--- Directions ---
Across the records below, report how many lines include the word "leaves", stating the number alone.

Collected data entries:
-- Opening Marker --
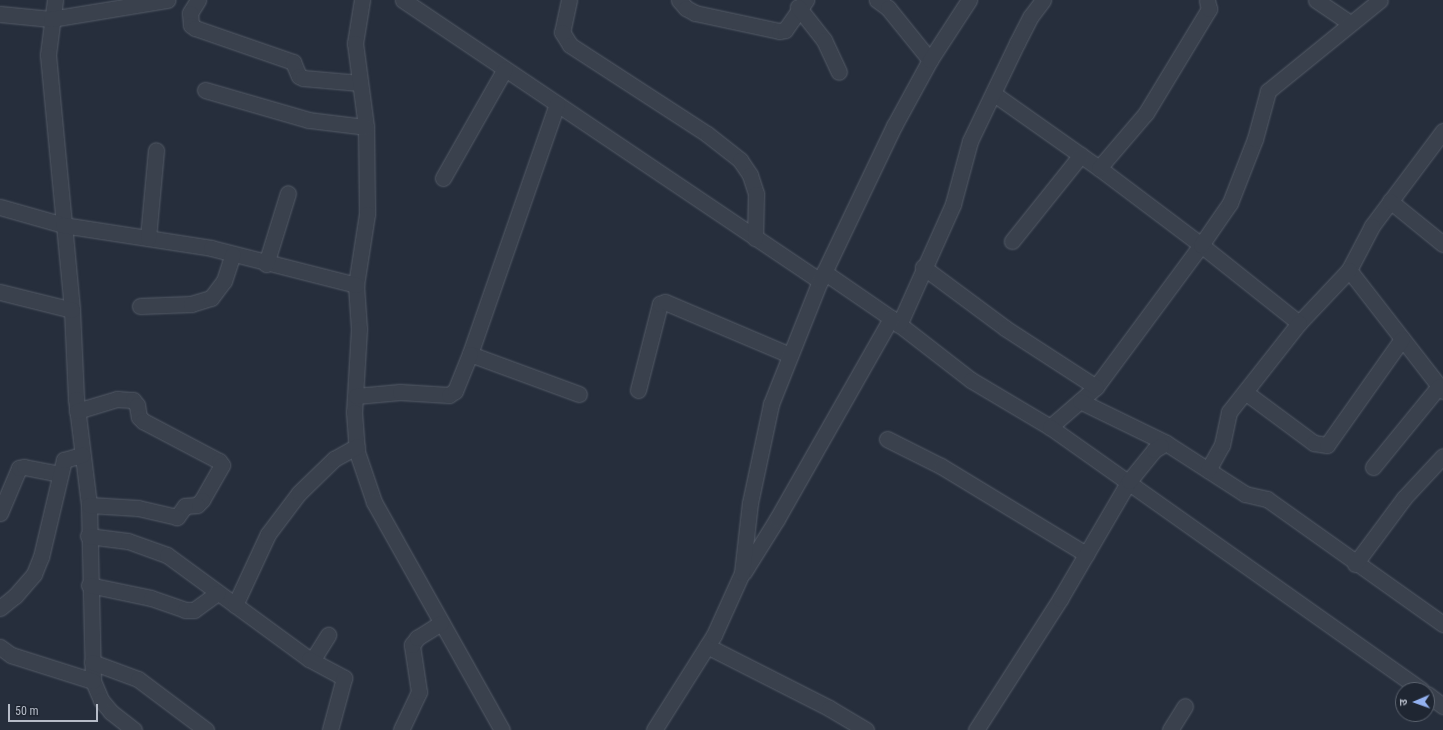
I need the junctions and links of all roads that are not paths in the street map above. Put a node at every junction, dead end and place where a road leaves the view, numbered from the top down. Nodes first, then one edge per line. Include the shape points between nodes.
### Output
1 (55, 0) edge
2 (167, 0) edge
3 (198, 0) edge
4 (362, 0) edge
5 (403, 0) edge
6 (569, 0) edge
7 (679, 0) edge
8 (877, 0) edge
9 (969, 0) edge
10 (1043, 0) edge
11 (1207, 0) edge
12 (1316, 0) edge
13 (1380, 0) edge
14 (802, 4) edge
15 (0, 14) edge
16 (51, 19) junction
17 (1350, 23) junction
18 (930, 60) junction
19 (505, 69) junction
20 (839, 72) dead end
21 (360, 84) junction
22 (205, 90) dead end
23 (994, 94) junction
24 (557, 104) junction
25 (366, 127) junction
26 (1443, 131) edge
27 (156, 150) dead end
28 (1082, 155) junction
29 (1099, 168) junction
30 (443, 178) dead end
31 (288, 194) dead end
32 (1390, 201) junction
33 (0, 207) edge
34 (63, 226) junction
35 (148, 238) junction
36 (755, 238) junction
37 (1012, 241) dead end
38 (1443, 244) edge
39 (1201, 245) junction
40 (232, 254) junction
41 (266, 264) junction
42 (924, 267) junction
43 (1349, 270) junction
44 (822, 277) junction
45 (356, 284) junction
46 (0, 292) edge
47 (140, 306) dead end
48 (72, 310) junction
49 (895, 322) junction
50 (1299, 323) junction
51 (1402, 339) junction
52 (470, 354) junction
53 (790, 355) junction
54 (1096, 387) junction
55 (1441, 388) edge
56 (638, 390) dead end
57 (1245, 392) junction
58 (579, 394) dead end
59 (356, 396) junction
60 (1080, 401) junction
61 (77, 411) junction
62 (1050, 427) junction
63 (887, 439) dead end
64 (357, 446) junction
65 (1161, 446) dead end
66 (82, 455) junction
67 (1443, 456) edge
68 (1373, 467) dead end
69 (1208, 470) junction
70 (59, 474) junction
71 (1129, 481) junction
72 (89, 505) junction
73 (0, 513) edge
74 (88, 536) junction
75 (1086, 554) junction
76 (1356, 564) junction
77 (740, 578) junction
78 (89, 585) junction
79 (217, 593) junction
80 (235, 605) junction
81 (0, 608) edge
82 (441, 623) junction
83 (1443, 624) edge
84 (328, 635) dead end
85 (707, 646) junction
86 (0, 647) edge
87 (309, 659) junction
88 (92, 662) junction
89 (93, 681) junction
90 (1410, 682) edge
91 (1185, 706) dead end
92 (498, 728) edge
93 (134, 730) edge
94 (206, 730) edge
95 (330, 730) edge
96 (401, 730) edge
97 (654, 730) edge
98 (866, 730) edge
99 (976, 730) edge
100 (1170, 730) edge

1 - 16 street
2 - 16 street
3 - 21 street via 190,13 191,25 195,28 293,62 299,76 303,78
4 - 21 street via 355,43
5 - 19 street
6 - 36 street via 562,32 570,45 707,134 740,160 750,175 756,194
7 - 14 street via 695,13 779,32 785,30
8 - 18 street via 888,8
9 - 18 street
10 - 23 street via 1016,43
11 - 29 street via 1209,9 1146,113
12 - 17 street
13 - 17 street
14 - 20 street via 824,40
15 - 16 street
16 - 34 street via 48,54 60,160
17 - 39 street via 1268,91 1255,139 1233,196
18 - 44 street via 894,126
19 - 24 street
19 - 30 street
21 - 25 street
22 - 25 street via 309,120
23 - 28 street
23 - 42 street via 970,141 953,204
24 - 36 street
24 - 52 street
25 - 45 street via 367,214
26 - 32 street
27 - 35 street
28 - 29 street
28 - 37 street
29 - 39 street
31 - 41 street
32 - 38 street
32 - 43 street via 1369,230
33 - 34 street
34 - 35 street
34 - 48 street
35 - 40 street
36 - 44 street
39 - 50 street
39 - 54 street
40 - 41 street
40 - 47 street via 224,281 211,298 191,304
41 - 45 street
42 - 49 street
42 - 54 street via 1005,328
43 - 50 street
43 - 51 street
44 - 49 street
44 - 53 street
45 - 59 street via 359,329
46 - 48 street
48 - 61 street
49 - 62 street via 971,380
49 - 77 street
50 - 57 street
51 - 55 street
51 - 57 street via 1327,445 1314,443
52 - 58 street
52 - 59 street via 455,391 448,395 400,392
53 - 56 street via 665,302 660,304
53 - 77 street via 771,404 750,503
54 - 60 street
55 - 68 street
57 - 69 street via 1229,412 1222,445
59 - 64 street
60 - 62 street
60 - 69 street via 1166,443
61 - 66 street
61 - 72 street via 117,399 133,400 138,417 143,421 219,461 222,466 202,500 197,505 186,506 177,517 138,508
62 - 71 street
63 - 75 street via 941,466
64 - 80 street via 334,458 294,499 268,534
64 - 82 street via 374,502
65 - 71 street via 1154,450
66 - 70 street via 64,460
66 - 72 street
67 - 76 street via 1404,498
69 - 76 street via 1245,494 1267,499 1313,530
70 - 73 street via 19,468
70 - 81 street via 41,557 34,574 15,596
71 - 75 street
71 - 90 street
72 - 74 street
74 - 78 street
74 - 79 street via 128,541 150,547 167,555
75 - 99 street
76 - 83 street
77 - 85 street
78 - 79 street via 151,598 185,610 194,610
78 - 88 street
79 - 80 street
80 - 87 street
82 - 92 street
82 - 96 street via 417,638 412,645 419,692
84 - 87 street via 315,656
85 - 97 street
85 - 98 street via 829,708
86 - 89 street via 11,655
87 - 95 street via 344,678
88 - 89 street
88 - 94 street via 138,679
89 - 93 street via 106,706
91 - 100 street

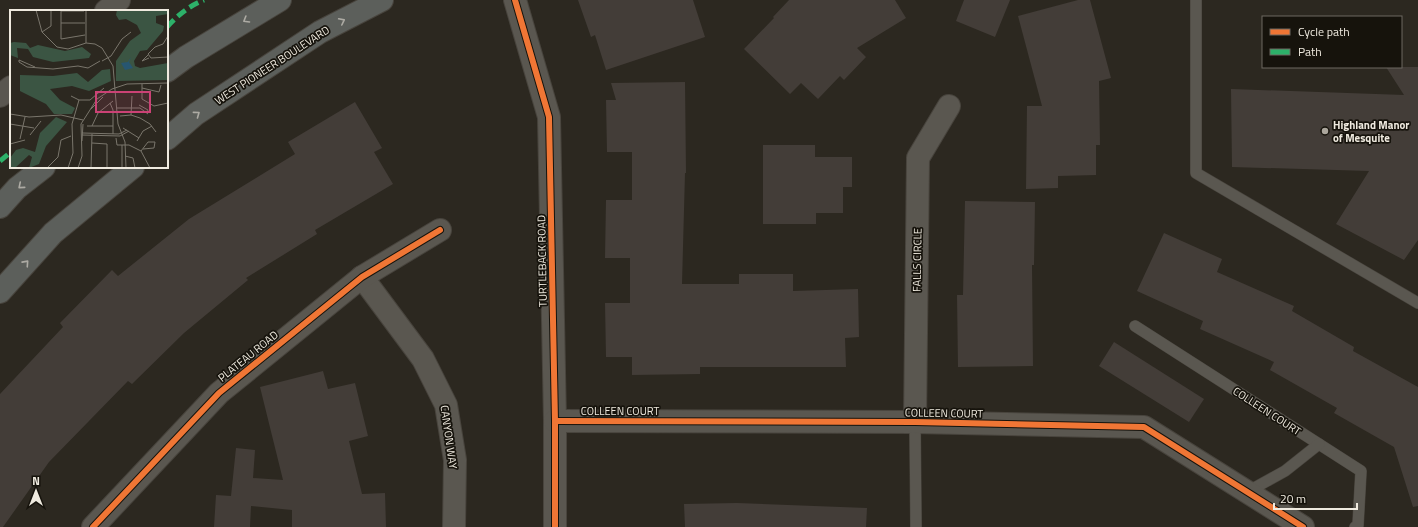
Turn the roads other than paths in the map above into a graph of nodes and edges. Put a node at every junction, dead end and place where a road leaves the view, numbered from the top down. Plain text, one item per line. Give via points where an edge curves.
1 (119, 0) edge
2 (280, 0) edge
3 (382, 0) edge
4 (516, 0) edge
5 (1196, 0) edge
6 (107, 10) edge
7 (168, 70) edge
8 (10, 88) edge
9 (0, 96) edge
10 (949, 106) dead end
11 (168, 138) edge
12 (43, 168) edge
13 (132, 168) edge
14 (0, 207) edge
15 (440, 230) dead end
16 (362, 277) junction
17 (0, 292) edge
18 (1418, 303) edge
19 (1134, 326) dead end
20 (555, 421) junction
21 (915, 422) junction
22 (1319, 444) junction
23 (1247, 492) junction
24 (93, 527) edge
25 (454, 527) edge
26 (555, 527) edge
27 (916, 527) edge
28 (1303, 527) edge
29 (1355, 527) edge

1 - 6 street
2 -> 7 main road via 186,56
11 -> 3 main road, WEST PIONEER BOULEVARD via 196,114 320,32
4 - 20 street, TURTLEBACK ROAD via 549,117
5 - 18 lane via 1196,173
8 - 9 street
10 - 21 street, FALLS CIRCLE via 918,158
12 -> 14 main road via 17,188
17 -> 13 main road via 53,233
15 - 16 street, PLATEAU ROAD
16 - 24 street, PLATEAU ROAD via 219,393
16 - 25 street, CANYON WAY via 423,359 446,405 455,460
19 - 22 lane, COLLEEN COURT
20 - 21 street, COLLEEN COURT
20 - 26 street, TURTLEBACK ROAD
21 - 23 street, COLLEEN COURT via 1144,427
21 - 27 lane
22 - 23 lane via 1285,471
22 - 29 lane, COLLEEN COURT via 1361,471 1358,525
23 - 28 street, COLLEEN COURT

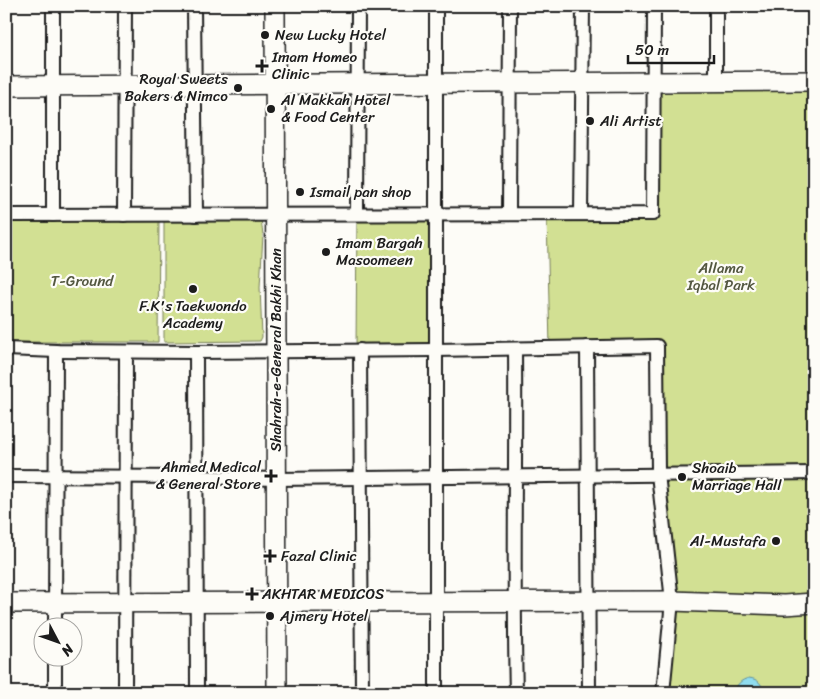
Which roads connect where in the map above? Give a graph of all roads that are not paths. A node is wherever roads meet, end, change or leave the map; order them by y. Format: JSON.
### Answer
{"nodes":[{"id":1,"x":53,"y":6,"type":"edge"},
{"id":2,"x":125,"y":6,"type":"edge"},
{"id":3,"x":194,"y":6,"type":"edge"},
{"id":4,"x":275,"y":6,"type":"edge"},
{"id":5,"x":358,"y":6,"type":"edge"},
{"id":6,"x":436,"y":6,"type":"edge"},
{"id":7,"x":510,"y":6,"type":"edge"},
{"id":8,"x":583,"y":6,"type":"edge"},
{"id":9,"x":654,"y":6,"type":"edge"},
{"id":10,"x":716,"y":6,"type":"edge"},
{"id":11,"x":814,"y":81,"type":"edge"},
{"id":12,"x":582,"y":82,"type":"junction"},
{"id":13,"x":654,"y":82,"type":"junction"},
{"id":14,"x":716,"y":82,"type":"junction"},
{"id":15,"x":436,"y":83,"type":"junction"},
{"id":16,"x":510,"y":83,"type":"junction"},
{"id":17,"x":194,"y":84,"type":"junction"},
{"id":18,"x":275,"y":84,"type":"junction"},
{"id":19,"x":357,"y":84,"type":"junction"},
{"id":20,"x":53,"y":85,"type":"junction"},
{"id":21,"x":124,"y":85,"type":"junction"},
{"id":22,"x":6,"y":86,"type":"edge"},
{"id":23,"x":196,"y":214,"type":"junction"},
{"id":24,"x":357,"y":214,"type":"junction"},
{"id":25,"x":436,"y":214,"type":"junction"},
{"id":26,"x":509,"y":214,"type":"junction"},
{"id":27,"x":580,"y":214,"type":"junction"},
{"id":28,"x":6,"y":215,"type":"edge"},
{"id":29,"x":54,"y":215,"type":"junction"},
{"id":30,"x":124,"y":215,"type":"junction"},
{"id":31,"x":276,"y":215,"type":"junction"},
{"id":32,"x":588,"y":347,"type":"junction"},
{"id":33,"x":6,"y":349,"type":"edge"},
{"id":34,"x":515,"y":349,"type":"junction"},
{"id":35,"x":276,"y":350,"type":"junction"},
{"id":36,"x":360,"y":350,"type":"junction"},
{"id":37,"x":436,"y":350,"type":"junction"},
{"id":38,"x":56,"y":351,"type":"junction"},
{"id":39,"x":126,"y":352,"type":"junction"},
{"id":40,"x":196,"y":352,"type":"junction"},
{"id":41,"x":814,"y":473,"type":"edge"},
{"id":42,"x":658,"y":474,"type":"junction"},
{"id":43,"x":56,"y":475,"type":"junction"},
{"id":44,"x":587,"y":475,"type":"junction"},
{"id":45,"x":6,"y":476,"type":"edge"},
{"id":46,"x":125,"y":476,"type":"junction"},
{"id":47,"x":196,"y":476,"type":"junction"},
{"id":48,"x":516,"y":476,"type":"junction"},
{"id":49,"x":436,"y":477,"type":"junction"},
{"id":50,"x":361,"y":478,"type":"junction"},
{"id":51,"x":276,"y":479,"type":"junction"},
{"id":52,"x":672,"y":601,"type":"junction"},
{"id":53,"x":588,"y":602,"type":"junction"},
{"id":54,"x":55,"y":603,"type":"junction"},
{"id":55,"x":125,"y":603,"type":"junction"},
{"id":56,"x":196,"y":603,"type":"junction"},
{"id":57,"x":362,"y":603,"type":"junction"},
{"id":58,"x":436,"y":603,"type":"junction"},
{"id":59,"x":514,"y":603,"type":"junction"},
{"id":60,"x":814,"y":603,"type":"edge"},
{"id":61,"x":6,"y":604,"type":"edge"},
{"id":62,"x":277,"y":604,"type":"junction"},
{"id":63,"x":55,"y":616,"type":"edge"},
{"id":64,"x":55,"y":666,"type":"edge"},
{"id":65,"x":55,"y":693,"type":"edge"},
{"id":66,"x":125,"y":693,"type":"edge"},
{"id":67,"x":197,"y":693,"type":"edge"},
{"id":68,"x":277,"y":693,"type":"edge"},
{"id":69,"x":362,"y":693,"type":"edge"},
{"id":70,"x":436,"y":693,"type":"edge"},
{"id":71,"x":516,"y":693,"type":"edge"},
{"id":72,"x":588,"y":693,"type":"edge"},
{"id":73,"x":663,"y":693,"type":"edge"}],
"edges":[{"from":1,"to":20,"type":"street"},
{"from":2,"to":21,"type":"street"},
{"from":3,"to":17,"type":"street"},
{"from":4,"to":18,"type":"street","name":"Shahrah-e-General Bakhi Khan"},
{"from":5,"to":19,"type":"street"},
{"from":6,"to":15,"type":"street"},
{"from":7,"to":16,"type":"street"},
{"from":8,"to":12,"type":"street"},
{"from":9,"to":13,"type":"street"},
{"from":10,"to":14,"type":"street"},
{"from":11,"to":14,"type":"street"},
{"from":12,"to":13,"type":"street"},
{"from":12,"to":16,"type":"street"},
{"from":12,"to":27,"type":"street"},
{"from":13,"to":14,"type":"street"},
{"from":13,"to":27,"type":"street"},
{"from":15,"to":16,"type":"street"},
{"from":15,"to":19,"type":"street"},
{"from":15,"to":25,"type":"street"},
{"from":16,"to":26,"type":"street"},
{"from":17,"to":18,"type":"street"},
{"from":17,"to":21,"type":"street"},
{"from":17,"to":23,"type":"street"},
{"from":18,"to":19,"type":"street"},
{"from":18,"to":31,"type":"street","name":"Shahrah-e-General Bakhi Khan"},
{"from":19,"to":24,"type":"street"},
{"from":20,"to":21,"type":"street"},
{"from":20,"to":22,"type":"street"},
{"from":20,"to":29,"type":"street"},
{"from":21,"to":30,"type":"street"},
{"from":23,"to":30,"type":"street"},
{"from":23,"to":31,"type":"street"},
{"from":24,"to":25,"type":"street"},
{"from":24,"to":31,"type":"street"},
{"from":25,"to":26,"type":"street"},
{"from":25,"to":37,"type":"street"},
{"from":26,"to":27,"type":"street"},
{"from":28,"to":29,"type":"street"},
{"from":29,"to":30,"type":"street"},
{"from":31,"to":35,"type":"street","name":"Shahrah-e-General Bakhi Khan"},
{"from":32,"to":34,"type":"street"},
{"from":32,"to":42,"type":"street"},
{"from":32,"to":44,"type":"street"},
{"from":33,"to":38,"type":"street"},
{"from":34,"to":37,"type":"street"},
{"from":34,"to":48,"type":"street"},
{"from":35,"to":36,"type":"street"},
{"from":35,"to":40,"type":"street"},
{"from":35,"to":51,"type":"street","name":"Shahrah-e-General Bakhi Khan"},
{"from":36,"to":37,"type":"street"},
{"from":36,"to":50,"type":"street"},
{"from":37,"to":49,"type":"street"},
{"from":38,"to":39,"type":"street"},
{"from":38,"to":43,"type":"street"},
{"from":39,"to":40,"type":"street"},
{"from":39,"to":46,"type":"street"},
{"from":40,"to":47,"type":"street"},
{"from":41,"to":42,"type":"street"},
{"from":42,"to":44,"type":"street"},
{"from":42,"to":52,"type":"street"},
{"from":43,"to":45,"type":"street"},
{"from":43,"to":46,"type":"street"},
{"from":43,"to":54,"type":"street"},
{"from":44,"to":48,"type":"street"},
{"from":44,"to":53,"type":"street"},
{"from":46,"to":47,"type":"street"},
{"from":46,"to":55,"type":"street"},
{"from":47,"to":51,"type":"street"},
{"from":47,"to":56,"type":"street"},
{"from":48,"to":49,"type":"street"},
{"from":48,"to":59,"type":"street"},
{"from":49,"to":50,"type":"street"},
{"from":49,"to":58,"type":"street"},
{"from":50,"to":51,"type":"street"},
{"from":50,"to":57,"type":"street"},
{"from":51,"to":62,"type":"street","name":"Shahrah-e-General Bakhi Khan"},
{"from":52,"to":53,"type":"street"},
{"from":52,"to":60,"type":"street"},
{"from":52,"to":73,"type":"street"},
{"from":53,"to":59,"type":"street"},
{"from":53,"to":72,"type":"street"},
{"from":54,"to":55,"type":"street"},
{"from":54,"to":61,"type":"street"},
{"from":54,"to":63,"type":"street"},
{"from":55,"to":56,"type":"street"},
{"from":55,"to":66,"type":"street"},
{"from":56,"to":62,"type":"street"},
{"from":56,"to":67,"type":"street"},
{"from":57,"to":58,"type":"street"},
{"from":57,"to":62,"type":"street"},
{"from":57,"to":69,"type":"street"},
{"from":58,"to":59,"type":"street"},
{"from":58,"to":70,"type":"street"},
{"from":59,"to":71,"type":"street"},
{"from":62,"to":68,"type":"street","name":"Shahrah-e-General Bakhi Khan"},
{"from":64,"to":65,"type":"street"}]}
-- Closing Marker --
--- Response to this exercise ---
2